| Exercise |
Each entry must be duplicated precisely, with nothing left out.

| Given entries |
○ ○ ○ ○ ○ ○ ○
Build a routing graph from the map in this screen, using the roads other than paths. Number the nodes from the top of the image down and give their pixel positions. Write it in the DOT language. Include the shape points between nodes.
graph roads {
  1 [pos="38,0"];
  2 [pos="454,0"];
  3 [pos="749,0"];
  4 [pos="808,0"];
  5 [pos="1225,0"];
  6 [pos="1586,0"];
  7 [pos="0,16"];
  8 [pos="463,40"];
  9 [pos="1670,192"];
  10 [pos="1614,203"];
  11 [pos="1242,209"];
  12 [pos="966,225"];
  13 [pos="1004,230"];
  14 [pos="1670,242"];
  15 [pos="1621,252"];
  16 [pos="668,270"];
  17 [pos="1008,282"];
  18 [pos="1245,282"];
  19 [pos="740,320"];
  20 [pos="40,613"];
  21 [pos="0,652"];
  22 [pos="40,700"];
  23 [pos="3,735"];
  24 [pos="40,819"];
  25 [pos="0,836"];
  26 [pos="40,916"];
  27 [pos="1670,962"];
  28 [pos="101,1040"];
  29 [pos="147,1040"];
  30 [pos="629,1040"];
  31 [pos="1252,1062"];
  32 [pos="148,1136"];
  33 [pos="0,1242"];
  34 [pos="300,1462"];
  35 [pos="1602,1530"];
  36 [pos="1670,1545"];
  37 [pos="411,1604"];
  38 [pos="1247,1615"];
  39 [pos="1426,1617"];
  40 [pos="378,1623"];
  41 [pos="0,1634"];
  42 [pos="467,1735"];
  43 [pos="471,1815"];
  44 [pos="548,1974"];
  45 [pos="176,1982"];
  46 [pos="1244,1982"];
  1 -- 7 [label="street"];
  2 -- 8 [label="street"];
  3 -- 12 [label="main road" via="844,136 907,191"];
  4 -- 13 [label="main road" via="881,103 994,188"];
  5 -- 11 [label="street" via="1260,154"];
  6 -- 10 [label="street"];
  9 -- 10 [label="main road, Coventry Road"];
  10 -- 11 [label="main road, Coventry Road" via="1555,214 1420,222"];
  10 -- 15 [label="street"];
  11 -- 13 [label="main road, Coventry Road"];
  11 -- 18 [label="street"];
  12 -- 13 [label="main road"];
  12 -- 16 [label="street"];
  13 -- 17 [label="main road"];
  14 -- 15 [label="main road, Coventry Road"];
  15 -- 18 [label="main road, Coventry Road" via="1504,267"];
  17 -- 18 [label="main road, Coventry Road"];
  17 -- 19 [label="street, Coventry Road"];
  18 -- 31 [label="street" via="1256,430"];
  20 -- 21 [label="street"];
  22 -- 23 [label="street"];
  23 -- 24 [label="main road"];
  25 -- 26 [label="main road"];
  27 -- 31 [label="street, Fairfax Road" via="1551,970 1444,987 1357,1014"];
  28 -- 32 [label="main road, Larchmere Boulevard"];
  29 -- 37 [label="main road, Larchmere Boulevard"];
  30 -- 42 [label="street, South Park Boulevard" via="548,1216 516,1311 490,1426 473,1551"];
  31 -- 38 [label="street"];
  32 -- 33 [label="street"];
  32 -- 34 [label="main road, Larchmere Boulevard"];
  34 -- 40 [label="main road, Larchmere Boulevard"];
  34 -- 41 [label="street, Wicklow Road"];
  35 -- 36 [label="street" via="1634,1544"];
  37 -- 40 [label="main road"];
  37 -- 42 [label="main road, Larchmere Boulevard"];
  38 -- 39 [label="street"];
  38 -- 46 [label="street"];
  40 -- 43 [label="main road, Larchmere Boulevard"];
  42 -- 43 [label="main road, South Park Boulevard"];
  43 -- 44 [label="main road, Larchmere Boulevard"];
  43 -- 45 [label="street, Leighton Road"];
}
○ ○ ○ ○ ○ ○ ○
| Problem solution |
Build a routing graph from the map in this screen, using the roads other than paths. Number the nodes from the top of the image down and give their pixel positions. Write it in the DOT language. Include the shape points between nodes.
graph roads {
  1 [pos="38,0"];
  2 [pos="454,0"];
  3 [pos="749,0"];
  4 [pos="808,0"];
  5 [pos="1225,0"];
  6 [pos="1586,0"];
  7 [pos="0,16"];
  8 [pos="463,40"];
  9 [pos="1670,192"];
  10 [pos="1614,203"];
  11 [pos="1242,209"];
  12 [pos="966,225"];
  13 [pos="1004,230"];
  14 [pos="1670,242"];
  15 [pos="1621,252"];
  16 [pos="668,270"];
  17 [pos="1008,282"];
  18 [pos="1245,282"];
  19 [pos="740,320"];
  20 [pos="40,613"];
  21 [pos="0,652"];
  22 [pos="40,700"];
  23 [pos="3,735"];
  24 [pos="40,819"];
  25 [pos="0,836"];
  26 [pos="40,916"];
  27 [pos="1670,962"];
  28 [pos="101,1040"];
  29 [pos="147,1040"];
  30 [pos="629,1040"];
  31 [pos="1252,1062"];
  32 [pos="148,1136"];
  33 [pos="0,1242"];
  34 [pos="300,1462"];
  35 [pos="1602,1530"];
  36 [pos="1670,1545"];
  37 [pos="411,1604"];
  38 [pos="1247,1615"];
  39 [pos="1426,1617"];
  40 [pos="378,1623"];
  41 [pos="0,1634"];
  42 [pos="467,1735"];
  43 [pos="471,1815"];
  44 [pos="548,1974"];
  45 [pos="176,1982"];
  46 [pos="1244,1982"];
  1 -- 7 [label="street"];
  2 -- 8 [label="street"];
  3 -- 12 [label="main road" via="844,136 907,191"];
  4 -- 13 [label="main road" via="881,103 994,188"];
  5 -- 11 [label="street" via="1260,154"];
  6 -- 10 [label="street"];
  9 -- 10 [label="main road, Coventry Road"];
  10 -- 11 [label="main road, Coventry Road" via="1555,214 1420,222"];
  10 -- 15 [label="street"];
  11 -- 13 [label="main road, Coventry Road"];
  11 -- 18 [label="street"];
  12 -- 13 [label="main road"];
  12 -- 16 [label="street"];
  13 -- 17 [label="main road"];
  14 -- 15 [label="main road, Coventry Road"];
  15 -- 18 [label="main road, Coventry Road" via="1504,267"];
  17 -- 18 [label="main road, Coventry Road"];
  17 -- 19 [label="street, Coventry Road"];
  18 -- 31 [label="street" via="1256,430"];
  20 -- 21 [label="street"];
  22 -- 23 [label="street"];
  23 -- 24 [label="main road"];
  25 -- 26 [label="main road"];
  27 -- 31 [label="street, Fairfax Road" via="1551,970 1444,987 1357,1014"];
  28 -- 32 [label="main road, Larchmere Boulevard"];
  29 -- 37 [label="main road, Larchmere Boulevard"];
  30 -- 42 [label="street, South Park Boulevard" via="548,1216 516,1311 490,1426 473,1551"];
  31 -- 38 [label="street"];
  32 -- 33 [label="street"];
  32 -- 34 [label="main road, Larchmere Boulevard"];
  34 -- 40 [label="main road, Larchmere Boulevard"];
  34 -- 41 [label="street, Wicklow Road"];
  35 -- 36 [label="street" via="1634,1544"];
  37 -- 40 [label="main road"];
  37 -- 42 [label="main road, Larchmere Boulevard"];
  38 -- 39 [label="street"];
  38 -- 46 [label="street"];
  40 -- 43 [label="main road, Larchmere Boulevard"];
  42 -- 43 [label="main road, South Park Boulevard"];
  43 -- 44 [label="main road, Larchmere Boulevard"];
  43 -- 45 [label="street, Leighton Road"];
}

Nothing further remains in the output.